Along with much of the religious right, Southern Baptists are undergoing a generational shift as Mr. Moore and his allies recalibrate their methods and aims. The moment is significant not only for America’s religious life but for its politics, given the three-decade engagement by evangelical leaders that kept social issues on the front burner and helped Republicans win national elections.
Self-described evangelicals still vote heavily Republican. Exit polls show that nearly eight in 10 sided with Mitt Romney in the 2012 presidential election, a larger share of that group than either of the previous two Republican nominees received.
But Republican operatives with ties to the evangelical movement say much is changing. Every year tens of thousands of evangelicals, particularly the young, leave the Southern Baptist and other big denominational churches for more loosely organized assemblies that oppose abortion but are less likely to hew to other Republican causes.
“Republicans are finding it increasingly hard to collar evangelicals for political purposes, simply because the movement is so fragmented now, so decentralized, and a growing number of evangelicals simply find politics distasteful,” says Mark DeMoss, a former chief of staff to Mr. Falwell and an adviser last year to Mr. Romney’s campaign.

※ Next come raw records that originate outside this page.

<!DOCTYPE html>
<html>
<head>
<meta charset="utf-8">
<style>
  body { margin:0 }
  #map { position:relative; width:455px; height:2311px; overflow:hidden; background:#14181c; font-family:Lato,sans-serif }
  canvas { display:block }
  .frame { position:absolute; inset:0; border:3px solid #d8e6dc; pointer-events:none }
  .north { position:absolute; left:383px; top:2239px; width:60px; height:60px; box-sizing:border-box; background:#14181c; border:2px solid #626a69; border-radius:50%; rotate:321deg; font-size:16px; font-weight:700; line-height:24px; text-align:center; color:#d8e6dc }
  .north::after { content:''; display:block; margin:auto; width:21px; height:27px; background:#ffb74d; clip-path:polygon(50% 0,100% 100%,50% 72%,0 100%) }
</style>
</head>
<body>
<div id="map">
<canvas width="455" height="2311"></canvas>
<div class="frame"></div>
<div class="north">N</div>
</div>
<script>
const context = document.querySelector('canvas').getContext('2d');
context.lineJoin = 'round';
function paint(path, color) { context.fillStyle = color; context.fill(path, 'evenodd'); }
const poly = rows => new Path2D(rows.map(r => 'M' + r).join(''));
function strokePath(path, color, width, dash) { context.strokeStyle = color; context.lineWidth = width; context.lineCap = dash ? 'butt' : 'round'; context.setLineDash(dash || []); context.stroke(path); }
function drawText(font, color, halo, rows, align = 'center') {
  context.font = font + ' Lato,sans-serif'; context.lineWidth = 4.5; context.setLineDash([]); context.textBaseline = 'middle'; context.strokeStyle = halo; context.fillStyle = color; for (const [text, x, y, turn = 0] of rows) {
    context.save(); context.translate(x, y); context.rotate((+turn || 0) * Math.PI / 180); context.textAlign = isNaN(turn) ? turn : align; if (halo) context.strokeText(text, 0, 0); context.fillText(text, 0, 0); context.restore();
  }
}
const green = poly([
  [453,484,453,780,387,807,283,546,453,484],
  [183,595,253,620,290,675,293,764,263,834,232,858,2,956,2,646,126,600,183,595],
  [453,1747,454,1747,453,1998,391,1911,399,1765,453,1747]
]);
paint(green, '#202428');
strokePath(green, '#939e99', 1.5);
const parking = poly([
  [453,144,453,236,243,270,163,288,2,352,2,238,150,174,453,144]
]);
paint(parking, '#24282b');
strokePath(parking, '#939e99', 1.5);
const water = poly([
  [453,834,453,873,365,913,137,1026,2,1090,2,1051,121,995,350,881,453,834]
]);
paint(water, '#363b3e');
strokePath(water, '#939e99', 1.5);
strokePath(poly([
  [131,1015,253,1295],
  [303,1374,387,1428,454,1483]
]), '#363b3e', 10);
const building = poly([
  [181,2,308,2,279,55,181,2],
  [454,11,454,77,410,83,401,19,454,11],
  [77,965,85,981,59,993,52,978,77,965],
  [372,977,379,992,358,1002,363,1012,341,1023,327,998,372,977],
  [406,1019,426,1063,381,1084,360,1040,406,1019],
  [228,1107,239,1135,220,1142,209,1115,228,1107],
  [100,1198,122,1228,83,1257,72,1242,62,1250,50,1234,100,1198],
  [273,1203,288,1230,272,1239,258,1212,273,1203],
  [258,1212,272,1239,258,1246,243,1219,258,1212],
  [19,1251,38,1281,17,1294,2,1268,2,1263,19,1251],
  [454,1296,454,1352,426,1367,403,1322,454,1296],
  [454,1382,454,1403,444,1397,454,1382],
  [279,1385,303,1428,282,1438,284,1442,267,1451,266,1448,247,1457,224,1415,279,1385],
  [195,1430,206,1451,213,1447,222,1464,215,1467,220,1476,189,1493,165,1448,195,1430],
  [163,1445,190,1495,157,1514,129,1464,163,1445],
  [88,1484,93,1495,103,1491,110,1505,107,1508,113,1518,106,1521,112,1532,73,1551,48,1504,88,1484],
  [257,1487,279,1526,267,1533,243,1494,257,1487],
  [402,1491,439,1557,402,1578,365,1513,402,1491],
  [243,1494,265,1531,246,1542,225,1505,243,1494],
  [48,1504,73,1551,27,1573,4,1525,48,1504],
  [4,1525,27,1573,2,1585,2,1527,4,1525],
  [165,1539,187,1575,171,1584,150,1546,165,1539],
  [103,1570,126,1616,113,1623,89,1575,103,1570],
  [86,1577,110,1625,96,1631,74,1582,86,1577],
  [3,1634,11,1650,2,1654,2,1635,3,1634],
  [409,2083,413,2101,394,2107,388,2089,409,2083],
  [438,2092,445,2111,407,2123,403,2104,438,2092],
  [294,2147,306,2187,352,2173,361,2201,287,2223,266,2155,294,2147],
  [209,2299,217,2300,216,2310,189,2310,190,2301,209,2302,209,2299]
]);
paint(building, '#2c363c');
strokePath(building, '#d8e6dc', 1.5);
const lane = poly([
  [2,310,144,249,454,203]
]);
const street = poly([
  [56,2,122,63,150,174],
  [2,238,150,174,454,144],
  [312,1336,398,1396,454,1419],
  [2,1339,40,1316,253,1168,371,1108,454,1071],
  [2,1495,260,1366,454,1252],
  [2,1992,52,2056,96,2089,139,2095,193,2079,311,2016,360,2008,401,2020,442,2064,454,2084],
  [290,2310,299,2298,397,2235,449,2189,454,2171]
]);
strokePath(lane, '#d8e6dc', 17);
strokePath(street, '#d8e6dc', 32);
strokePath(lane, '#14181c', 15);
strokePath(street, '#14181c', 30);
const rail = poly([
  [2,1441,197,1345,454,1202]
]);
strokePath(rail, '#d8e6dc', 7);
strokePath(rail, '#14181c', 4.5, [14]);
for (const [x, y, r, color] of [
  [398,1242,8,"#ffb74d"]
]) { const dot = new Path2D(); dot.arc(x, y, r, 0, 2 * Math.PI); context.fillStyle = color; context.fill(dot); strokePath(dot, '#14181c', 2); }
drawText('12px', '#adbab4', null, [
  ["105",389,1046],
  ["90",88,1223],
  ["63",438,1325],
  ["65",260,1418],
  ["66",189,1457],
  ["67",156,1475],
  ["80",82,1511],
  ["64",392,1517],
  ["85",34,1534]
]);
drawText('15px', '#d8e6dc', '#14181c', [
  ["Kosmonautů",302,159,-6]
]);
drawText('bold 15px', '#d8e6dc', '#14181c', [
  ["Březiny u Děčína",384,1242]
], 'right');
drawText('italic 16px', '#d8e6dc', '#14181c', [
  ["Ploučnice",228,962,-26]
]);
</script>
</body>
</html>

Mr. Moore is responding to this drift. He warns evangelicals to avoid becoming “mascots for any political faction.” He focuses on how to keep millennials engaged in the church. His advice to church leaders: Be “winsome, kind and empathetic.”
His advice meshes with those in the Republican Party who want the GOP to back off hot-button cultural issues to stress themes such as job creation and education. Party leaders earlier this year released a manifesto calling for the GOP to become more tolerant, welcoming and inclusive. The shift also comes as Republicans face a growing rift in the party between its activist tea-party flank and its more traditional business wing.
Mr. Moore and other prominent Christian conservatives are blunt in conceding that their long quest to roll back the sexual revolution has failed. The fight, they say, sowed divisions within the movement and alienated young believers.
This is an evangelicalism I can believe in.
Russell Moore responds to the article and clarifies his stance here:
http://www.russellmoore.com/2013/10/23/should-we-pull-back-from-politics/
Thx for the link, Jonathan.
Very much like Pope Francis's recent statements as misconstrued by the press.
One does not change the Bible to please the “millennial” generation. But as Francis notes, one can be a lot more Christlike about it.
Moore:
“Pullback? No. Unless, that is, we mean pulling back to the ministry of Jesus—who addressed everything, body and soul, public and private, political and personal, but who did so with the cross in his vision at every point. That’s what the church has done in every era.
We want to see our so-called enemies out-voted when they’re doing harmful things, unelected from office when they’re hurting the common good.”
Much more like Abraham Kuyper than “two kingdoms” apoliticality.